**Exercise:**
Word for word, return each entry that follows, with every image removed.

Stored data entries
[Start of Attachment]

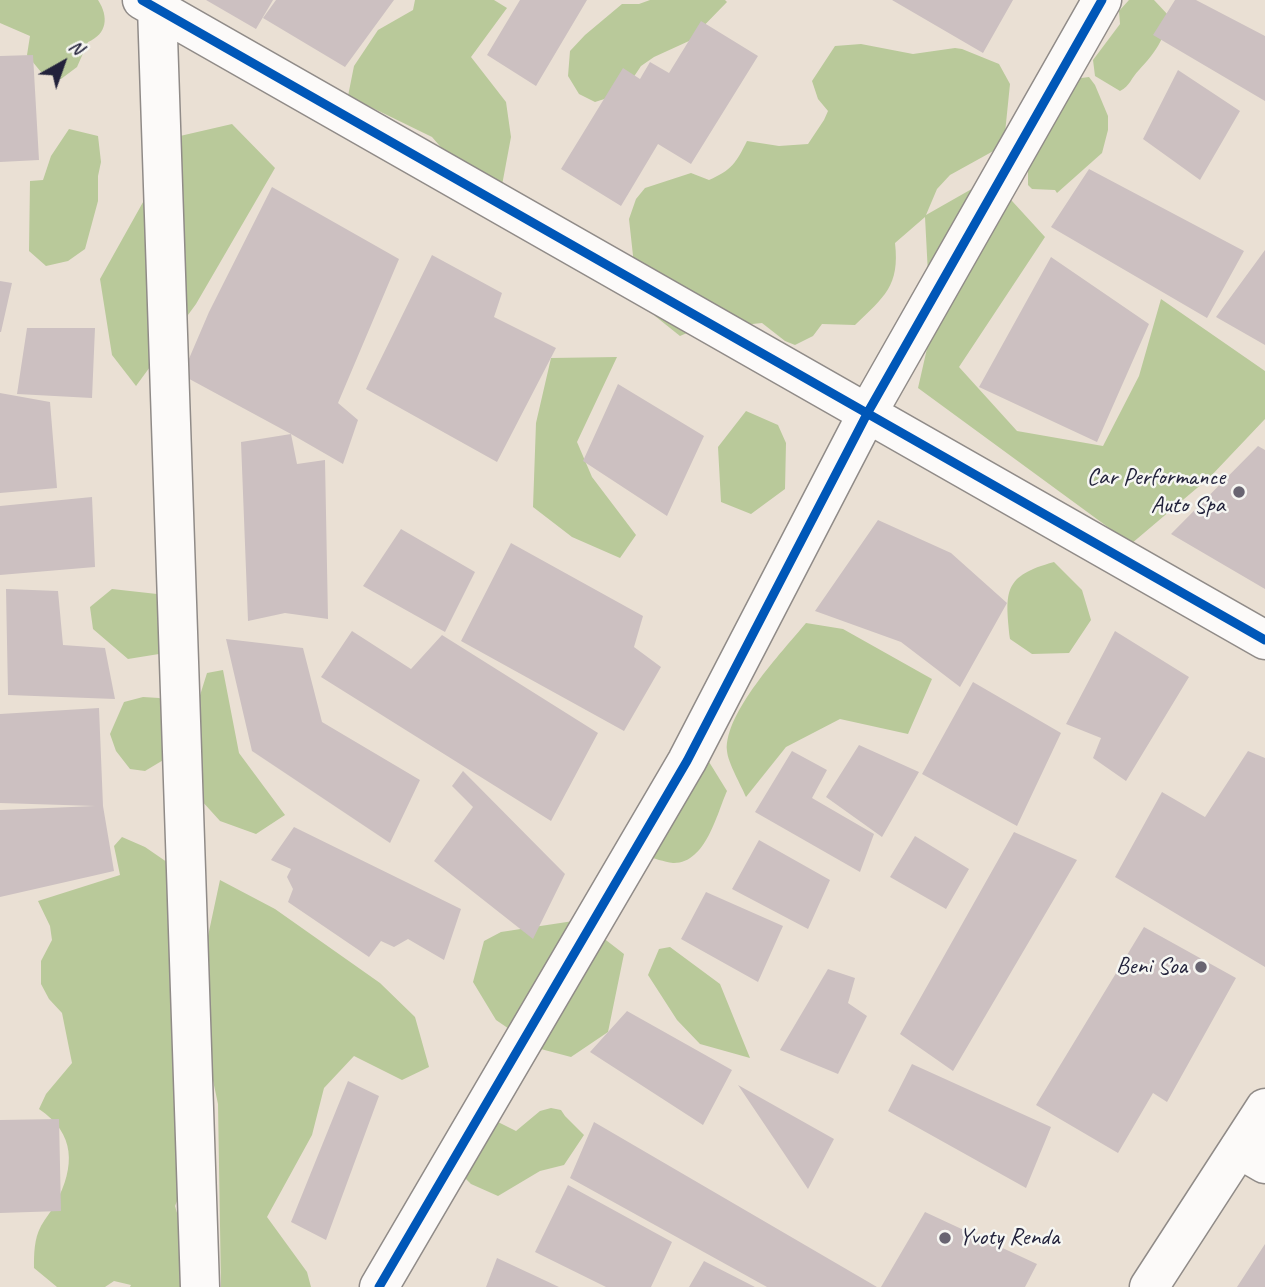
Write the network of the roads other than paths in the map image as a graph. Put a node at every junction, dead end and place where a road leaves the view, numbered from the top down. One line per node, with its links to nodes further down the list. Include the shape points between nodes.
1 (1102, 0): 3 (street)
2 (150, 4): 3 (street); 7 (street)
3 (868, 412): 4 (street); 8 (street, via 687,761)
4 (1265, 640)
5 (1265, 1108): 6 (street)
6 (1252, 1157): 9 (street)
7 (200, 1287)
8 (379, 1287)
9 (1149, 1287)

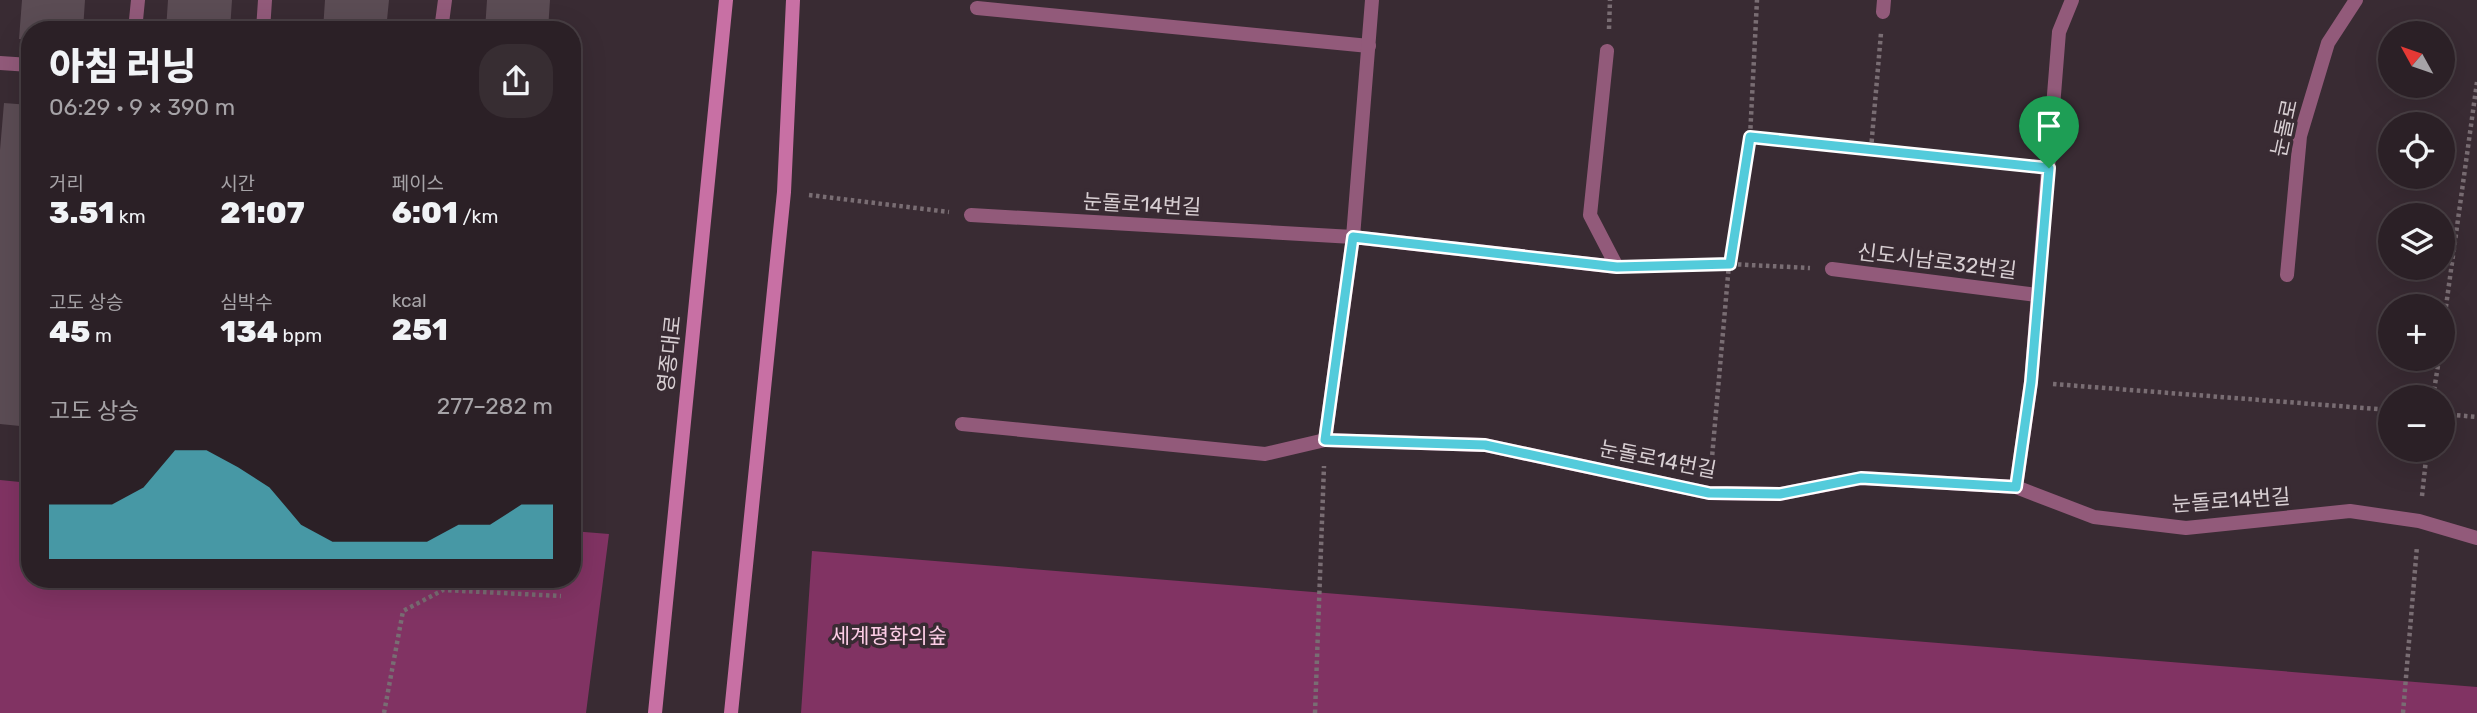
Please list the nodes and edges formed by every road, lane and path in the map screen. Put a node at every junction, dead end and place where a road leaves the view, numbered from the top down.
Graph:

[End of Attachment]

**Result below:**
Write the network of the roads other than paths in the map image as a graph. Put a node at every junction, dead end and place where a road leaves the view, numbered from the top down. One line per node, with its links to nodes further down the list. Include the shape points between nodes.
1 (1102, 0): 3 (street)
2 (150, 4): 3 (street); 7 (street)
3 (868, 412): 4 (street); 8 (street, via 687,761)
4 (1265, 640)
5 (1265, 1108): 6 (street)
6 (1252, 1157): 9 (street)
7 (200, 1287)
8 (379, 1287)
9 (1149, 1287)

Please list the nodes and edges formed by every road, lane and path in the map screen. Put a node at every junction, dead end and place where a road leaves the view, numbered from the top down.
Graph:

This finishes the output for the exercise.